Work to be completed:
Work through the listing below and give again exactly the lines from the one with "pinky mcp: (165, 287)" to the one with "wrist: (207, 180)", both ends included. All other lines and all pictures stay out.

:: Dataset ::

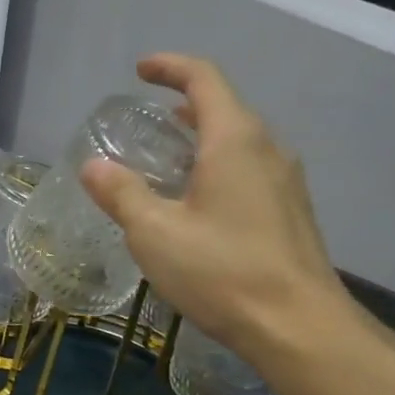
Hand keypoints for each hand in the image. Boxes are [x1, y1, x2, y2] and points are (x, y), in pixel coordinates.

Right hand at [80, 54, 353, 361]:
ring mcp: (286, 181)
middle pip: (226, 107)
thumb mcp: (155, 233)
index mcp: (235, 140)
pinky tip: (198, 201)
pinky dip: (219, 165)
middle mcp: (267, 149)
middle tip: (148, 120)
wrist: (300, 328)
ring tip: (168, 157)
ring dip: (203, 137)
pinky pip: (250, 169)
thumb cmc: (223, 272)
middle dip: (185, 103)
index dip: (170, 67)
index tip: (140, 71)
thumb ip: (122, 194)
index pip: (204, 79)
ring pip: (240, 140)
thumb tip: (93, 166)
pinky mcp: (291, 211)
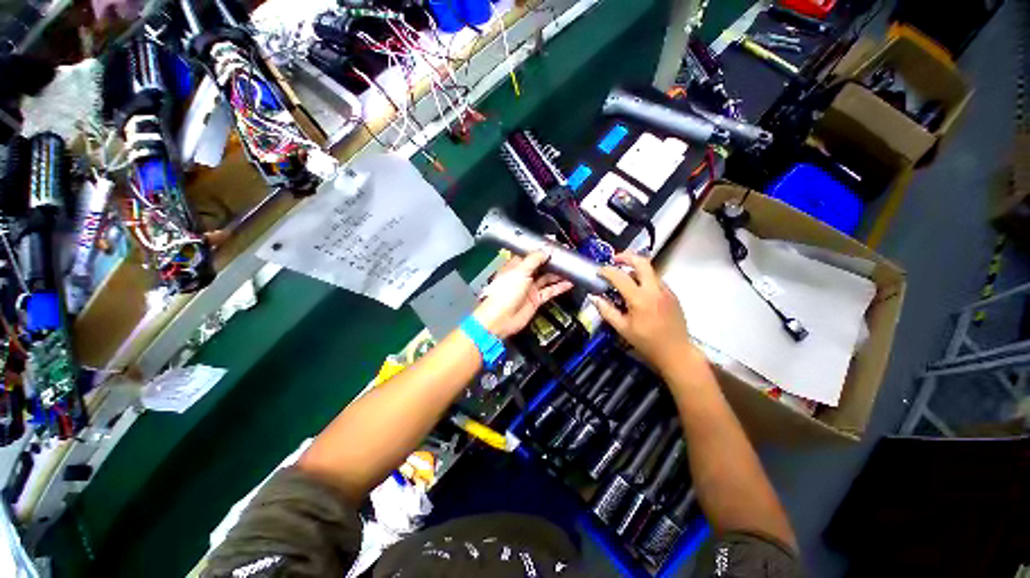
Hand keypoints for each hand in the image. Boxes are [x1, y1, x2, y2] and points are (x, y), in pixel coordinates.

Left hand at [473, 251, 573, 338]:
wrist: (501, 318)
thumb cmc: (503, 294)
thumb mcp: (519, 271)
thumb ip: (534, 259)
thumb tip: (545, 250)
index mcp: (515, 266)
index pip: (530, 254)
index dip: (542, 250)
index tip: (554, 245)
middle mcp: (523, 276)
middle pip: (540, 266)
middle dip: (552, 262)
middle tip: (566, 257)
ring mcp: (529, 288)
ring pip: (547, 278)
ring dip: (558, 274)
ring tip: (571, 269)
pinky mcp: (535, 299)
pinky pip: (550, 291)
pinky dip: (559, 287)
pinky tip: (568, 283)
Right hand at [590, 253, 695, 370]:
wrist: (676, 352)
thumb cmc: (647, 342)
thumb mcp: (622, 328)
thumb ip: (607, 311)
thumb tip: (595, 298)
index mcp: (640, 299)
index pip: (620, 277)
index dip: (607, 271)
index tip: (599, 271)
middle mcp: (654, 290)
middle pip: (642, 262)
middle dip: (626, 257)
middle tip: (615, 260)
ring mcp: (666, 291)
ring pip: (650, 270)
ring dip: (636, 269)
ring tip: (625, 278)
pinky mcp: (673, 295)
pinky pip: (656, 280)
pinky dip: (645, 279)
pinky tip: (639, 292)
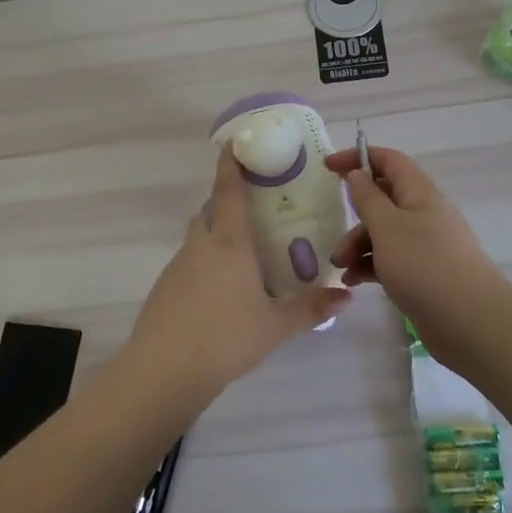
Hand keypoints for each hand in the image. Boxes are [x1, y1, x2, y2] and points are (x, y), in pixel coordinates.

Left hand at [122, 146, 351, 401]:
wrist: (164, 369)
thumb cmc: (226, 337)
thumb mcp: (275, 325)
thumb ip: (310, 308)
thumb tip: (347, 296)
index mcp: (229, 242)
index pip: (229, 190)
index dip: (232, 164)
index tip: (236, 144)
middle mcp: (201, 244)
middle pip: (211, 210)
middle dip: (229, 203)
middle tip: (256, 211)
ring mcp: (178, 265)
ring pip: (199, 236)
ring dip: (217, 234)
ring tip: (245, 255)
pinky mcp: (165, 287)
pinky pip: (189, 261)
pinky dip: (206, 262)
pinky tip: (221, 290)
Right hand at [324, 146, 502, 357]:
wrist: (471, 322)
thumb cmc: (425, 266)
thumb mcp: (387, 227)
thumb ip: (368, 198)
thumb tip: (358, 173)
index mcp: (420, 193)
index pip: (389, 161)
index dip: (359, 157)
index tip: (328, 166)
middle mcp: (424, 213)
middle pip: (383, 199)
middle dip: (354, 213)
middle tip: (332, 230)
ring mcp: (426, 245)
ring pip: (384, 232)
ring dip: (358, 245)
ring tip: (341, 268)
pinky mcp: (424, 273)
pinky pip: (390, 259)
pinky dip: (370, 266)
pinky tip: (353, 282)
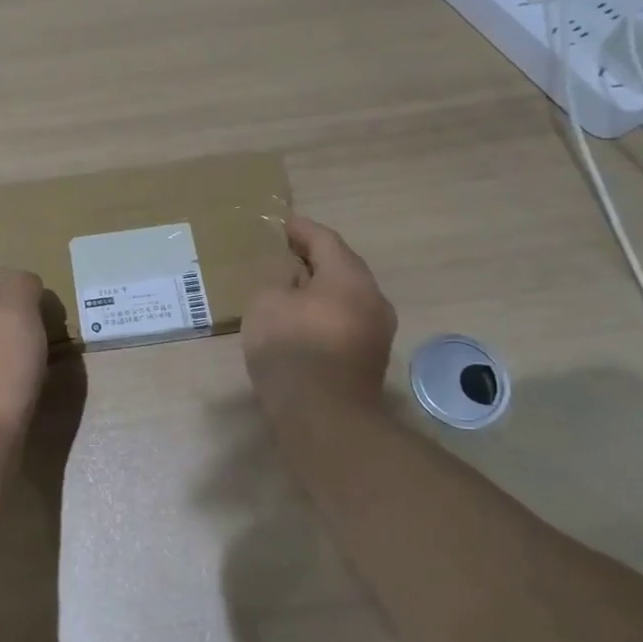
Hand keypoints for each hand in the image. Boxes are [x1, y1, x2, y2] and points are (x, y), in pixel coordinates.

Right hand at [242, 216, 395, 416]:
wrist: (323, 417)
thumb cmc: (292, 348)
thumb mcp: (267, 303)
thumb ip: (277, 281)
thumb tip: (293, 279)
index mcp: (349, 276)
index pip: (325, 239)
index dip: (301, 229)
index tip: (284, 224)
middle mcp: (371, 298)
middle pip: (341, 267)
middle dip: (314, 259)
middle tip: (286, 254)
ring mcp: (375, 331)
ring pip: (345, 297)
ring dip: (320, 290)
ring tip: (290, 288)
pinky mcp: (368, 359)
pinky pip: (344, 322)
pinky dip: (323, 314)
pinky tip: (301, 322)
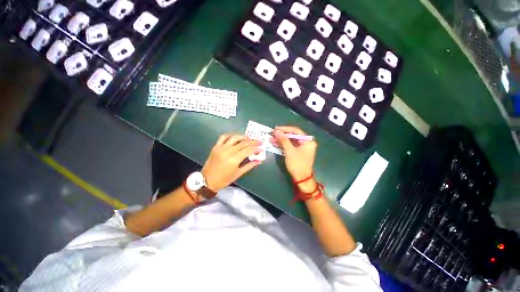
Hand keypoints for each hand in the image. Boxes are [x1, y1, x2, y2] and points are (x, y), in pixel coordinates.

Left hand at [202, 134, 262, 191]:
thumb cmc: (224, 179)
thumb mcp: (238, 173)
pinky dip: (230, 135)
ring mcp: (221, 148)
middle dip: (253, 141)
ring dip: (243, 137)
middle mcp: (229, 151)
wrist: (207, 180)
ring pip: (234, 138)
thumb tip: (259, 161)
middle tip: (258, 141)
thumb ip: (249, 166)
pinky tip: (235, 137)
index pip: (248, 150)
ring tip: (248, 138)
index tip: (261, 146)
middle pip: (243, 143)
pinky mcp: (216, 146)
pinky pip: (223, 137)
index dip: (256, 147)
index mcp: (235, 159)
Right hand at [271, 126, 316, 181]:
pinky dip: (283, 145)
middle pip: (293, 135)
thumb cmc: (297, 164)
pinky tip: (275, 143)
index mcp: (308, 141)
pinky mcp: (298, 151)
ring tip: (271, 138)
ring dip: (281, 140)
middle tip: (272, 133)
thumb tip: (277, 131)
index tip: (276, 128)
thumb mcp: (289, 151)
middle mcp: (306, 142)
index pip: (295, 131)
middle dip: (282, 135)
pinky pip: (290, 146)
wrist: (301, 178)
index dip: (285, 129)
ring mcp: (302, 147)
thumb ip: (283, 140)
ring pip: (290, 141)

:::
:: Dataset ::

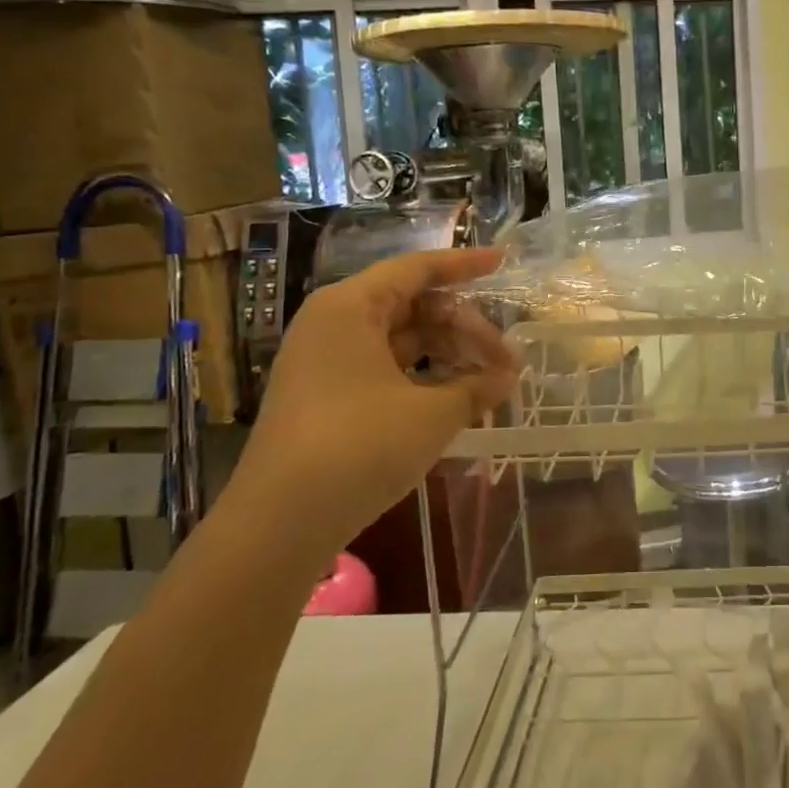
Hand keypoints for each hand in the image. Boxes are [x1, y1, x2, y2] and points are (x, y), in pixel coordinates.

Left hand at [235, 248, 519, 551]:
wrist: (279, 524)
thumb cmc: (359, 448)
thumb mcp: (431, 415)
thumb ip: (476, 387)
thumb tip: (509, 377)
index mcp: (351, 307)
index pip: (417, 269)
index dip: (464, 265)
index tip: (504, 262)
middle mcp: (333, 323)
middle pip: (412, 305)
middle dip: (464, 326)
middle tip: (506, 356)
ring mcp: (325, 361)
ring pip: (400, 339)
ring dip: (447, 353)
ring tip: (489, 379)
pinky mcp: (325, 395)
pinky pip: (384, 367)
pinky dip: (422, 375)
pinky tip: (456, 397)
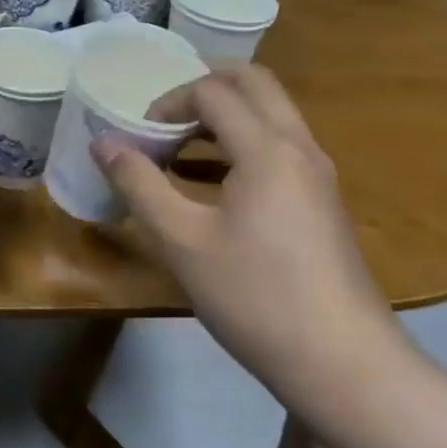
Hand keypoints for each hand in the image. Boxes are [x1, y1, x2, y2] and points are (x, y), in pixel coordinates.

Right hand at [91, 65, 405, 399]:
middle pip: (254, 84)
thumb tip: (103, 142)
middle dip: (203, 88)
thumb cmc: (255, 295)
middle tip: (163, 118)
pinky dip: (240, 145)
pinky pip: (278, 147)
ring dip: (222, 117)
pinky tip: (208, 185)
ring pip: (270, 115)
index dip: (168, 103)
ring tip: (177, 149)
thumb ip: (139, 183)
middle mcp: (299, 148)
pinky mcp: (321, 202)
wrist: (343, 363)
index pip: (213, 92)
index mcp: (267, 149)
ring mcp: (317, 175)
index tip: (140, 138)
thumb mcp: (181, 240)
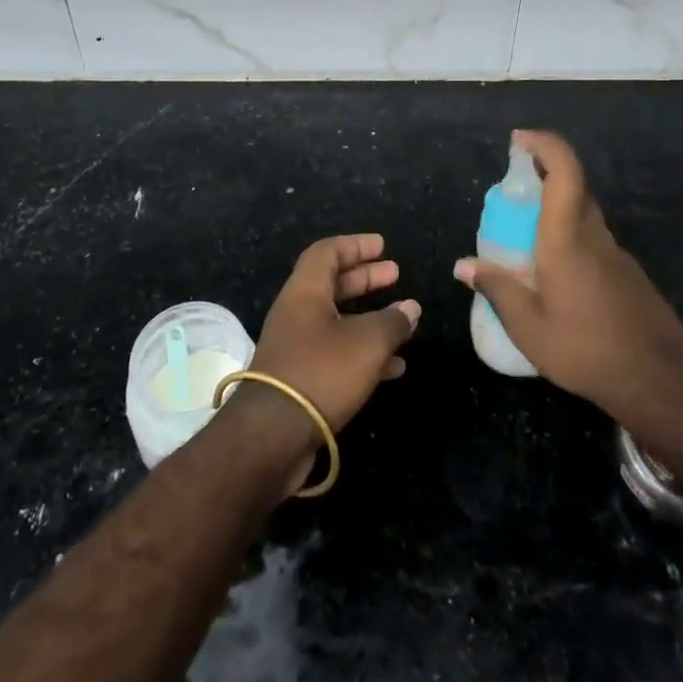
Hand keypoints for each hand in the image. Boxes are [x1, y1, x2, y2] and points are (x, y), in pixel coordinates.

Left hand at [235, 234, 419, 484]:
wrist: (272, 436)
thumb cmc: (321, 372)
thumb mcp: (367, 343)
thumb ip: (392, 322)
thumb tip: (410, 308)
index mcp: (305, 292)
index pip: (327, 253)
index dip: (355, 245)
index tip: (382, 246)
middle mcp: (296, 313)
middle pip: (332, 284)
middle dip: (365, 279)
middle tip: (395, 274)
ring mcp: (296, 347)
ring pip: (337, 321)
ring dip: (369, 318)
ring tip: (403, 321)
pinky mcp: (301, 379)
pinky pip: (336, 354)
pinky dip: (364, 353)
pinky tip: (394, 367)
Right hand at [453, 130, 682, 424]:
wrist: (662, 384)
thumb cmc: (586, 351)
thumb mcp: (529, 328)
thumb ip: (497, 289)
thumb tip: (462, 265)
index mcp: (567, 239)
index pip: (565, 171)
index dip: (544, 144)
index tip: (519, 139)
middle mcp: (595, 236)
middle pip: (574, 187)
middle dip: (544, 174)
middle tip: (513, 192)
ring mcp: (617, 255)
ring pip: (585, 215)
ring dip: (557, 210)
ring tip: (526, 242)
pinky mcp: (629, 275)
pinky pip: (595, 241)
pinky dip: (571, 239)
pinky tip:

:::
:: Dataset ::

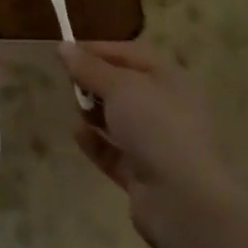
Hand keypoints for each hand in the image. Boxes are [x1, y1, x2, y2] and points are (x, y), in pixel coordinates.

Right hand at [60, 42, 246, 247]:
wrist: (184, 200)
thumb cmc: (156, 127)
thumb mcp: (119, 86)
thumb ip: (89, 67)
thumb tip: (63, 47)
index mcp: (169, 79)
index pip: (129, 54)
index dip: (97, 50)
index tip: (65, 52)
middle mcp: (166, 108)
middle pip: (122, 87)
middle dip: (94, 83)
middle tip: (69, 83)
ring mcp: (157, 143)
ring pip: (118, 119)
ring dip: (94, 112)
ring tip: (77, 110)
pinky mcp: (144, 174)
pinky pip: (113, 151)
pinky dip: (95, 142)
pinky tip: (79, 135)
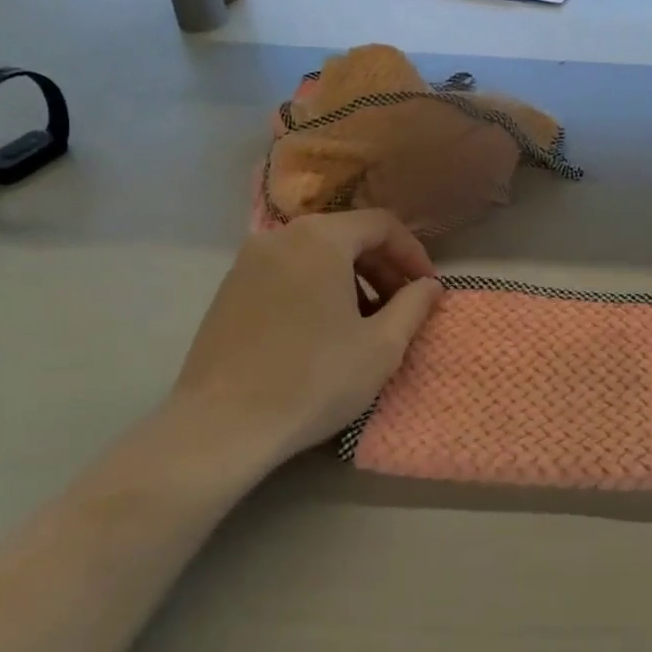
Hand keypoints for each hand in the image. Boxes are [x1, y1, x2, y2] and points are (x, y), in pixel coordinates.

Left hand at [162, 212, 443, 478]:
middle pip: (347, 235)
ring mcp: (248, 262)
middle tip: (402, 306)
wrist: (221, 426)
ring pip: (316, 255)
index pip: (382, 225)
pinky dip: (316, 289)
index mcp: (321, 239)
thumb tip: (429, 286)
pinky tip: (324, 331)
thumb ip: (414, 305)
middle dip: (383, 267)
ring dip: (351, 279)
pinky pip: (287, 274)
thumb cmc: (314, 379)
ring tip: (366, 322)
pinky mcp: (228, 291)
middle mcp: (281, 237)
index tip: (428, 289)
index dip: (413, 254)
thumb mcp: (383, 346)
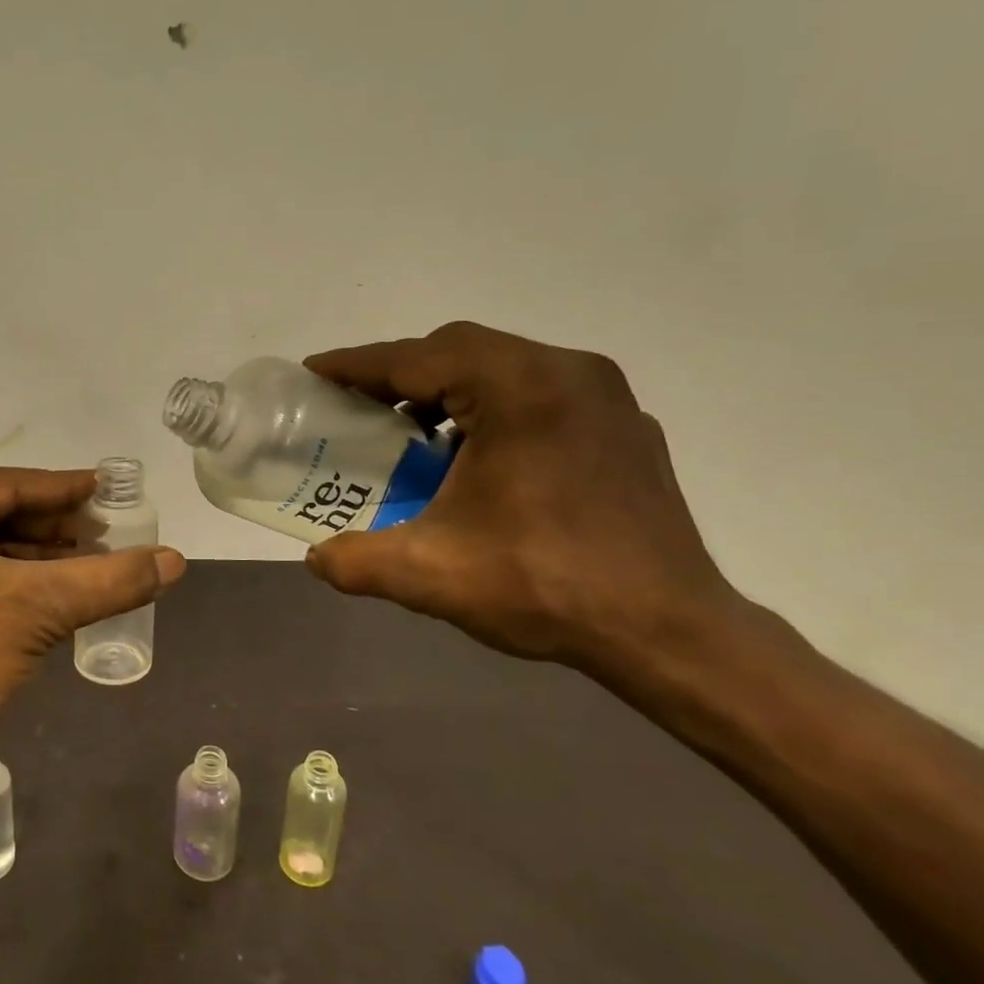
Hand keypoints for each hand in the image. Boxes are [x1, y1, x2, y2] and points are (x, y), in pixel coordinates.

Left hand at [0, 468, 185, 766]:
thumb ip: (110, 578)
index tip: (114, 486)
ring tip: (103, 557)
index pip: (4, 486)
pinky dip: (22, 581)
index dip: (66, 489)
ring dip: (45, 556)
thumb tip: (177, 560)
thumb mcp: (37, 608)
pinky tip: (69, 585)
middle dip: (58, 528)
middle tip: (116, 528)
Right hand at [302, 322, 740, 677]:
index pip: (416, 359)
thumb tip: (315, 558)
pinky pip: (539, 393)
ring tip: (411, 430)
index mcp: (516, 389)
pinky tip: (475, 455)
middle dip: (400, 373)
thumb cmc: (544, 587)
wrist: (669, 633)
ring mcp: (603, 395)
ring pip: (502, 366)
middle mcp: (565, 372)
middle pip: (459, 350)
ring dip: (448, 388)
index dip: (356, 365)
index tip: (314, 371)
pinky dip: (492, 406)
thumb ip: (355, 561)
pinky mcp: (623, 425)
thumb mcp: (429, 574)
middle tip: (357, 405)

:::

Completed task:
pinky mcp: (165, 287)
pinky pip: (189, 261)
pinky dip: (206, 262)
pinky tip: (221, 290)
Right hand at [324, 146, 502, 357]:
wrist: (471, 322)
thumb cmc: (425, 266)
thumb mcp: (387, 227)
thumb ip: (368, 198)
thumb tip: (358, 173)
index mcp: (420, 193)
index pip: (389, 161)
index dip: (359, 157)
index tip: (328, 166)
middle mcp: (424, 213)
middle pip: (383, 199)
middle dip: (354, 213)
middle tip: (332, 230)
ring mcp: (426, 245)
ring pip: (384, 232)
ring dip: (358, 245)
ring tip: (341, 268)
pinky mcp: (424, 273)
pinky pip: (390, 259)
pinky dip: (370, 266)
pinky tip: (353, 282)
Hand keypoints for each hand in the image. Boxes are [x1, y1, x2, y2] and points are (x, y), in pixel coordinates.

Right hand at [242, 216, 395, 416]:
wrist: (323, 417)
thumb cmc: (292, 348)
thumb mcp: (267, 303)
thumb ip: (277, 281)
thumb tip: (293, 279)
index mcp: (349, 276)
index pip: (325, 239)
index dip: (301, 229)
index tip: (284, 224)
middle mcp: (371, 298)
middle pip: (341, 267)
middle dip: (314, 259)
middle tip: (286, 254)
ring mcp: (375, 331)
ring pip: (345, 297)
ring dip: (320, 290)
ring tip: (290, 288)
pinky mcp: (368, 359)
pinky pip: (344, 322)
pinky dip: (323, 314)
pinky tip: (301, 322)
Hand keypoints for each hand in the image. Boxes are [x1, y1, x2, y2] and points are (x, y), in pixel coordinates.

Left hand at [202, 134, 262, 191]:
thumb cmc: (224, 179)
thumb mcp: (238, 173)
pinky dip: (230, 135)
ring mcp: (221, 148)
middle dip: (253, 141)
ring dip: (243, 137)
middle mcp: (229, 151)
wrist: (207, 180)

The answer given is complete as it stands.